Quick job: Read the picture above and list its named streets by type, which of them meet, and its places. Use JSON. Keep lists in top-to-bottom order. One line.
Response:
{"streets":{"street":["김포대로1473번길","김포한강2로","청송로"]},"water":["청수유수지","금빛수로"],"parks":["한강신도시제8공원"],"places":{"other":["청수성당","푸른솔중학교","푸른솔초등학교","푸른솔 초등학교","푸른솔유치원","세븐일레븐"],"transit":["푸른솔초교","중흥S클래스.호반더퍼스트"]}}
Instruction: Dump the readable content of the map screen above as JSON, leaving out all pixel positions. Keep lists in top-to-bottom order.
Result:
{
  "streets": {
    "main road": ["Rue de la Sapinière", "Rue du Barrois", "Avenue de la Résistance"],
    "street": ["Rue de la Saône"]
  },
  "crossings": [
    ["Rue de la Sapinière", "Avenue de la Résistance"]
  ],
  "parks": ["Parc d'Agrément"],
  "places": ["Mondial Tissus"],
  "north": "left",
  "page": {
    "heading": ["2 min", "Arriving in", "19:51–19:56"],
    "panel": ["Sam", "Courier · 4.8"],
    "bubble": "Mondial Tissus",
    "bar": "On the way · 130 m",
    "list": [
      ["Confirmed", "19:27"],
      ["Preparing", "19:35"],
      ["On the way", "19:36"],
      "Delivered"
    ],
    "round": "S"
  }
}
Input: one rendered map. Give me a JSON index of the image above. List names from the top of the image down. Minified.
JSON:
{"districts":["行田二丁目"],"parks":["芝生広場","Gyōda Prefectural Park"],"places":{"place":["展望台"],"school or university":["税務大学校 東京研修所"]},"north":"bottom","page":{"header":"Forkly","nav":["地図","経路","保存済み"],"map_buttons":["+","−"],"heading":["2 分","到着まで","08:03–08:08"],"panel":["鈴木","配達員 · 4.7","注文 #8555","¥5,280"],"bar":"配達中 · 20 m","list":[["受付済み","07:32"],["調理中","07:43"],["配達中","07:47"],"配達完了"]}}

--------------------

Work to be completed: Your answer should be an exact transcription of the data above.

Expected answer:
Quick job: Read the picture above and list its named streets by type, which of them meet, and its places. Use JSON. Keep lists in top-to-bottom order. One line.
Response:
{"streets":{"street":["김포대로1473번길","김포한강2로","청송로"]},"water":["청수유수지","금빛수로"],"parks":["한강신도시제8공원"],"places":{"other":["청수성당","푸른솔중학교","푸른솔초등학교","푸른솔 초등학교","푸른솔유치원","세븐일레븐"],"transit":["푸른솔초교","중흥S클래스.호반더퍼스트"]}}
Instruction: Dump the readable content of the map screen above as JSON, leaving out all pixel positions. Keep lists in top-to-bottom order.
Result:
{
  "streets": {
    "main road": ["Rue de la Sapinière", "Rue du Barrois", "Avenue de la Résistance"],
    "street": ["Rue de la Saône"]
  },
  "crossings": [
    ["Rue de la Sapinière", "Avenue de la Résistance"]
  ],
  "parks": ["Parc d'Agrément"],
  "places": ["Mondial Tissus"],
  "north": "left",
  "page": {
    "heading": ["2 min", "Arriving in", "19:51–19:56"],
    "panel": ["Sam", "Courier · 4.8"],
    "bubble": "Mondial Tissus",
    "bar": "On the way · 130 m",
    "list": [
      ["Confirmed", "19:27"],
      ["Preparing", "19:35"],
      ["On the way", "19:36"],
      "Delivered"
    ],
    "round": "S"
  }
}
Input: one rendered map. Give me a JSON index of the image above. List names from the top of the image down. Minified.
JSON:
{"districts":["行田二丁目"],"parks":["芝生広場","Gyōda Prefectural Park"],"places":{"place":["展望台"],"school or university":["税務大学校 東京研修所"]},"north":"bottom","page":{"header":"Forkly","nav":["地図","経路","保存済み"],"map_buttons":["+","−"],"heading":["2 分","到着まで","08:03–08:08"],"panel":["鈴木","配達員 · 4.7","注文 #8555","¥5,280"],"bar":"配達中 · 20 m","list":[["受付済み","07:32"],["調理中","07:43"],["配達中","07:47"],"配達完了"]}}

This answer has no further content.